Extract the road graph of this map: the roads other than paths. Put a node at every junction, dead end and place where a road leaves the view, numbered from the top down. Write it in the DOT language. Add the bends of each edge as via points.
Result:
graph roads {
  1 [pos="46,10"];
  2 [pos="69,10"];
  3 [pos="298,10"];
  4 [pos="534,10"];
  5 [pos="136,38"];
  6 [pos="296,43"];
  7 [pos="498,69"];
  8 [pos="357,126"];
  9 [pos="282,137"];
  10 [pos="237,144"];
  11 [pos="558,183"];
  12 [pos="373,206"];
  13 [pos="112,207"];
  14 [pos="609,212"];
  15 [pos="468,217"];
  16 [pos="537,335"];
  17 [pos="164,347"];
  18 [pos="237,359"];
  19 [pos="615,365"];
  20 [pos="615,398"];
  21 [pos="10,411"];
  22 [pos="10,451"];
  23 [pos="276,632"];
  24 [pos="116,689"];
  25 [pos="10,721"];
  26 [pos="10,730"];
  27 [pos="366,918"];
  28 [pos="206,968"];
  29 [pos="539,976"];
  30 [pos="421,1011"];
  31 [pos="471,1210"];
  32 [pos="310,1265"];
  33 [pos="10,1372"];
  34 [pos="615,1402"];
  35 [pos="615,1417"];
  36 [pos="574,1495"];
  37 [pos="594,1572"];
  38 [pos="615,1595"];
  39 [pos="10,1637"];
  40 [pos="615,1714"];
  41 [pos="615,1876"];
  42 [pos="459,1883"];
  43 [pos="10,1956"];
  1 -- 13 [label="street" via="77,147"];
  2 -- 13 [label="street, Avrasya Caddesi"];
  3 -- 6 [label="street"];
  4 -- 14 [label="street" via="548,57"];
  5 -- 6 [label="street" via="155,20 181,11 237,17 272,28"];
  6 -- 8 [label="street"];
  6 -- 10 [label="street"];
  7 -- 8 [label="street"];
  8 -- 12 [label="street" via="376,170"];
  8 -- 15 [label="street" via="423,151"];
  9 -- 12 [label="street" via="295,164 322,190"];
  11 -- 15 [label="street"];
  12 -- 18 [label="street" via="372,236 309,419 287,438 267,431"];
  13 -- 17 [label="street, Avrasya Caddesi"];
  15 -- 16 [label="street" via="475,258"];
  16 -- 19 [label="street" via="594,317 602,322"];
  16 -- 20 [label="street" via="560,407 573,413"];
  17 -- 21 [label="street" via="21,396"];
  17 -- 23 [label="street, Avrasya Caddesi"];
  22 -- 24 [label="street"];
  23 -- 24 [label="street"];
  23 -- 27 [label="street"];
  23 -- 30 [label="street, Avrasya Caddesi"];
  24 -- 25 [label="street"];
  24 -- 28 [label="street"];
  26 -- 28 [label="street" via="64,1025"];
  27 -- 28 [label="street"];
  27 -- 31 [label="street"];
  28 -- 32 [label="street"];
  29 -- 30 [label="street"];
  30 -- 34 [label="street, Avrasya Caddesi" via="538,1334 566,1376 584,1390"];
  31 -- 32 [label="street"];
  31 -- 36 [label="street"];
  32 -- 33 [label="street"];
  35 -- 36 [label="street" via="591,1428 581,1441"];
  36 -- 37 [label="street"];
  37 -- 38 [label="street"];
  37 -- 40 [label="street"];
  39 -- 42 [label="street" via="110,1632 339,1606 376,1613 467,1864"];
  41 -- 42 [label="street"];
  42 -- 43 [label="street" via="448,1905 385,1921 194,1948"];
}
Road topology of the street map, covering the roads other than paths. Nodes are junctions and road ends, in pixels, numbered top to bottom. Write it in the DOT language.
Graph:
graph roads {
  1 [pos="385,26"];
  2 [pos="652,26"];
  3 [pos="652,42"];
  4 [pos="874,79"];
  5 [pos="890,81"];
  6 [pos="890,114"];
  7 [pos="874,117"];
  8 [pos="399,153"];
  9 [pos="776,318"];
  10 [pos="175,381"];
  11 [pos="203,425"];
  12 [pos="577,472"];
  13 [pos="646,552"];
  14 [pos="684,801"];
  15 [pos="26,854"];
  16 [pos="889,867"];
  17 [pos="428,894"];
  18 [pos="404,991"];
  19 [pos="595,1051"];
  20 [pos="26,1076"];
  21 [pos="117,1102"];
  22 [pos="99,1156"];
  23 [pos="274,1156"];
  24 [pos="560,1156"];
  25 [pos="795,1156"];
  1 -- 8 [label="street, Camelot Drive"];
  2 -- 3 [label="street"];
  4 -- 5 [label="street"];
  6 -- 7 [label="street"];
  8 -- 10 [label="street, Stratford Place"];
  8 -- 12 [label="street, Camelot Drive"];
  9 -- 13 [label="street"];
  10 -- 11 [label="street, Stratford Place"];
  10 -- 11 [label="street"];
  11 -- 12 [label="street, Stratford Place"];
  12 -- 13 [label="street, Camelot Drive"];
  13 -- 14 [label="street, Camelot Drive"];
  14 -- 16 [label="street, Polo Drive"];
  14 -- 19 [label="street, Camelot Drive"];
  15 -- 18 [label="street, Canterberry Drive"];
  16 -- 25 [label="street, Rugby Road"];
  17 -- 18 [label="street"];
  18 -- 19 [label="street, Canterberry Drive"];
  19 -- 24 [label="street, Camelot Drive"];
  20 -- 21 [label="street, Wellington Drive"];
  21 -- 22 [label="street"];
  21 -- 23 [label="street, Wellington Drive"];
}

----------

**Instructions to follow**
Copy out every entry above exactly.

**Task response**
Extract the road graph of this map: the roads other than paths. Put a node at every junction, dead end and place where a road leaves the view, numbered from the top down. Write it in the DOT language. Add the bends of each edge as via points.
Result:
graph roads {
  1 [pos="46,10"];
  2 [pos="69,10"];
  3 [pos="298,10"];
  4 [pos="534,10"];
  5 [pos="136,38"];
  6 [pos="296,43"];
  7 [pos="498,69"];
  8 [pos="357,126"];
  9 [pos="282,137"];
  10 [pos="237,144"];
  11 [pos="558,183"];
  12 [pos="373,206"];
  13 [pos="112,207"];
  14 [pos="609,212"];
  15 [pos="468,217"];
  16 [pos="537,335"];
  17 [pos="164,347"];
  18 [pos="237,359"];
  19 [pos="615,365"];
  20 [pos="615,398"];
  21 [pos="10,411"];
  22 [pos="10,451"];
  23 [pos="276,632"];
  24 [pos="116,689"];
  25 [pos="10,721"];
  26 [pos="10,730"];
  27 [pos="366,918"];
  28 [pos="206,968"];
  29 [pos="539,976"];
  30 [pos="421,1011"];
  31 [pos="471,1210"];
  32 [pos="310,1265"];
  33 [pos="10,1372"];
  34 [pos="615,1402"];
  35 [pos="615,1417"];
  36 [pos="574,1495"];
  37 [pos="594,1572"];
  38 [pos="615,1595"];
  39 [pos="10,1637"];
  40 [pos="615,1714"];
  41 [pos="615,1876"];
  42 [pos="459,1883"];
  43 [pos="10,1956"];
  1 -- 13 [label="street" via="77,147"];
  2 -- 13 [label="street, Avrasya Caddesi"];
  3 -- 6 [label="street"];
  4 -- 14 [label="street" via="548,57"];
  5 -- 6 [label="street" via="155,20 181,11 237,17 272,28"];
  6 -- 8 [label="street"];
  6 -- 10 [label="street"];
  7 -- 8 [label="street"];
  8 -- 12 [label="street" via="376,170"];
  8 -- 15 [label="street" via="423,151"];
  9 -- 12 [label="street" via="295,164 322,190"];
  11 -- 15 [label="street"];
  12 -- 18 [label="street" via="372,236 309,419 287,438 267,431"];
  13 -- 17 [label="street, Avrasya Caddesi"];
  15 -- 16 [label="street" via="475,258"];
  16 -- 19 [label="street" via="594,317 602,322"];
  16 -- 20 [label="street" via="560,407 573,413"];
  17 -- 21 [label="street" via="21,396"];
  17 -- 23 [label="street, Avrasya Caddesi"];
  22 -- 24 [label="street"];
  23 -- 24 [label="street"];
  23 -- 27 [label="street"];
  23 -- 30 [label="street, Avrasya Caddesi"];
  24 -- 25 [label="street"];
  24 -- 28 [label="street"];
  26 -- 28 [label="street" via="64,1025"];
  27 -- 28 [label="street"];
  27 -- 31 [label="street"];
  28 -- 32 [label="street"];
  29 -- 30 [label="street"];
  30 -- 34 [label="street, Avrasya Caddesi" via="538,1334 566,1376 584,1390"];
  31 -- 32 [label="street"];
  31 -- 36 [label="street"];
  32 -- 33 [label="street"];
  35 -- 36 [label="street" via="591,1428 581,1441"];
  36 -- 37 [label="street"];
  37 -- 38 [label="street"];
  37 -- 40 [label="street"];
  39 -- 42 [label="street" via="110,1632 339,1606 376,1613 467,1864"];
  41 -- 42 [label="street"];
  42 -- 43 [label="street" via="448,1905 385,1921 194,1948"];
}
Road topology of the street map, covering the roads other than paths. Nodes are junctions and road ends, in pixels, numbered top to bottom. Write it in the DOT language.
Graph:
graph roads {
  1 [pos="385,26"];
  2 [pos="652,26"];
  3 [pos="652,42"];
  4 [pos="874,79"];
  5 [pos="890,81"];
  6 [pos="890,114"];
  7 [pos="874,117"];
  8 [pos="399,153"];
  9 [pos="776,318"];
  10 [pos="175,381"];
  11 [pos="203,425"];
  12 [pos="577,472"];
  13 [pos="646,552"];
  14 [pos="684,801"];
  15 [pos="26,854"];
  16 [pos="889,867"];
  17 [pos="428,894"];
  18 [pos="404,991"];
  19 [pos="595,1051"];
  20 [pos="26,1076"];
  21 [pos="117,1102"];
  22 [pos="99,1156"];
  23 [pos="274,1156"];
  24 [pos="560,1156"];
  25 [pos="795,1156"];
  1 -- 8 [label="street, Camelot Drive"];
  2 -- 3 [label="street"];
  4 -- 5 [label="street"];
  6 -- 7 [label="street"];
  8 -- 10 [label="street, Stratford Place"];
  8 -- 12 [label="street, Camelot Drive"];
  9 -- 13 [label="street"];
  10 -- 11 [label="street, Stratford Place"];
  10 -- 11 [label="street"];
  11 -- 12 [label="street, Stratford Place"];
  12 -- 13 [label="street, Camelot Drive"];
  13 -- 14 [label="street, Camelot Drive"];
  14 -- 16 [label="street, Polo Drive"];
  14 -- 19 [label="street, Camelot Drive"];
  15 -- 18 [label="street, Canterberry Drive"];
  16 -- 25 [label="street, Rugby Road"];
  17 -- 18 [label="street"];
  18 -- 19 [label="street, Canterberry Drive"];
  19 -- 24 [label="street, Camelot Drive"];
  20 -- 21 [label="street, Wellington Drive"];
  21 -- 22 [label="street"];
  21 -- 23 [label="street, Wellington Drive"];
}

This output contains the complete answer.